→ **Saved entries**:
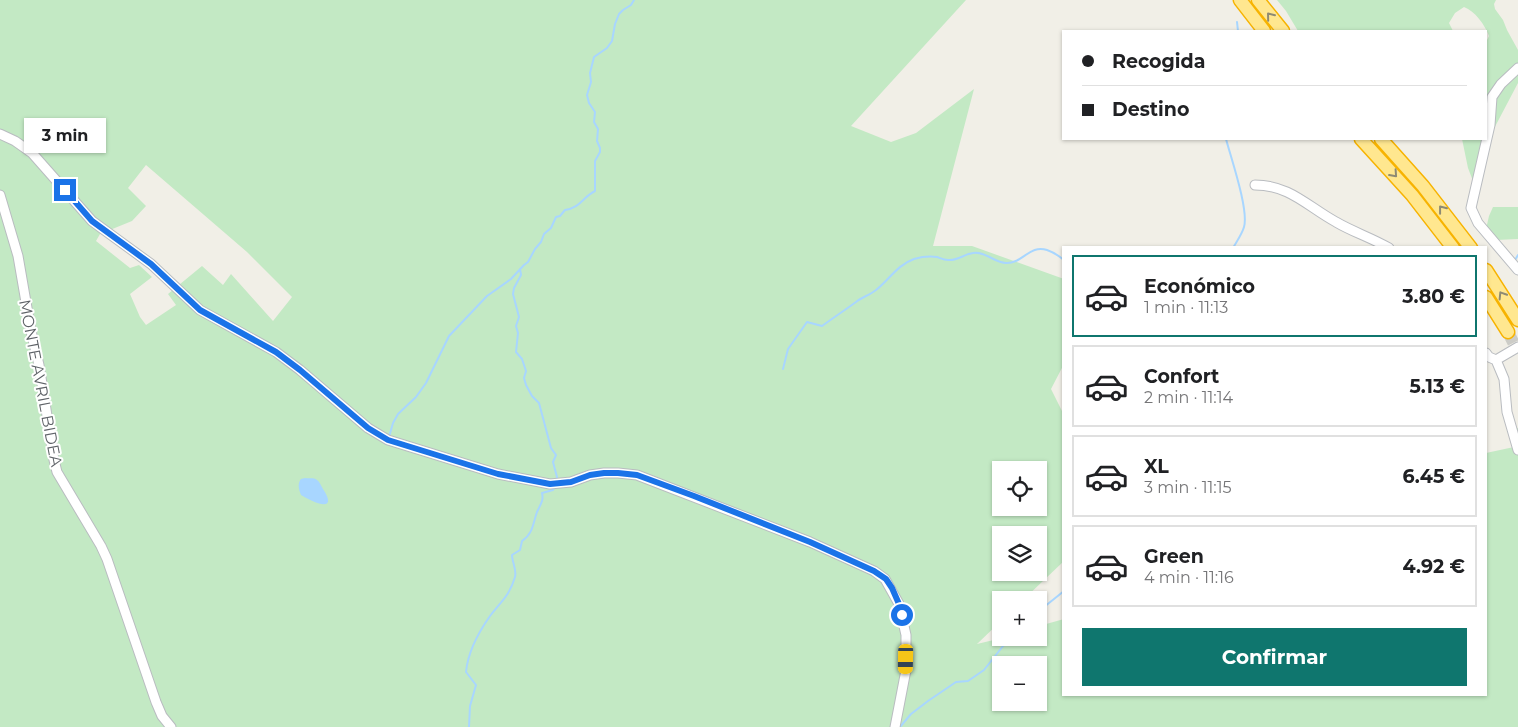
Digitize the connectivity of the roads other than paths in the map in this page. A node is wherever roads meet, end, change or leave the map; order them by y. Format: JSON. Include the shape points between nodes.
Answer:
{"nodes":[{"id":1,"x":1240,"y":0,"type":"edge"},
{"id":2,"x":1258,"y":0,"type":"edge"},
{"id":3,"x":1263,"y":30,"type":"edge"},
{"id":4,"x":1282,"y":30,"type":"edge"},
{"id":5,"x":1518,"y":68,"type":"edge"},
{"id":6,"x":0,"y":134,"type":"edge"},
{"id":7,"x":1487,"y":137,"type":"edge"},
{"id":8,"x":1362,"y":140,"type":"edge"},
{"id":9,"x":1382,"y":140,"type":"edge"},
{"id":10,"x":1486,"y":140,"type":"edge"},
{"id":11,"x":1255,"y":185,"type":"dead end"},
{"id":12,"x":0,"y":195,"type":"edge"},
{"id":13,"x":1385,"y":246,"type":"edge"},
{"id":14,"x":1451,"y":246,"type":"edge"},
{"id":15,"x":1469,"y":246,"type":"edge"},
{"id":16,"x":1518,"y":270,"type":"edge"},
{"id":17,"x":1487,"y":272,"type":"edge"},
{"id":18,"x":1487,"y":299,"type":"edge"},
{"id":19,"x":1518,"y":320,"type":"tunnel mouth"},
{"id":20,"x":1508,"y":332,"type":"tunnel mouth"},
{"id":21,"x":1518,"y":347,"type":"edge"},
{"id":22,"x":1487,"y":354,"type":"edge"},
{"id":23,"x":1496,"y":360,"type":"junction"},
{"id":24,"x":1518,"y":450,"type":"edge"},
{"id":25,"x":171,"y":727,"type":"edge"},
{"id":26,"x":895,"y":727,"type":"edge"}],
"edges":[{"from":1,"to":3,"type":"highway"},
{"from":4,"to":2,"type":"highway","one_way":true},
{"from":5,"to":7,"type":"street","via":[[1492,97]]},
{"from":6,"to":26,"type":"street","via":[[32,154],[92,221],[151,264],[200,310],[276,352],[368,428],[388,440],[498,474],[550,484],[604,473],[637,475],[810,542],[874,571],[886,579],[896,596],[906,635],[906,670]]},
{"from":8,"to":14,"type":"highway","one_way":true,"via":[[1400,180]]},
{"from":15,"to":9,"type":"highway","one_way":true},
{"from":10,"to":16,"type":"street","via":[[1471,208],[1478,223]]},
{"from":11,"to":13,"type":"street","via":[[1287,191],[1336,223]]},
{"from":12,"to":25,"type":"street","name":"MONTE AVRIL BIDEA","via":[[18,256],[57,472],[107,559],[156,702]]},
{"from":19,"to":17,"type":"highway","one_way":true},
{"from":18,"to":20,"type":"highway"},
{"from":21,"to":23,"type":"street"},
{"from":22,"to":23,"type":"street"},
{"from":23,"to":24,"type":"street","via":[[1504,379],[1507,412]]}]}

→ **EXERCISE REQUIREMENTS**: If a line in the entries above contains the word "true", copy it.

→ **WRITTEN RESPONSE**:
{"from":4,"to":2,"type":"highway","one_way":true},
{"from":8,"to":14,"type":"highway","one_way":true,"via":[[1400,180]]},
{"from":15,"to":9,"type":"highway","one_way":true},
{"from":19,"to":17,"type":"highway","one_way":true},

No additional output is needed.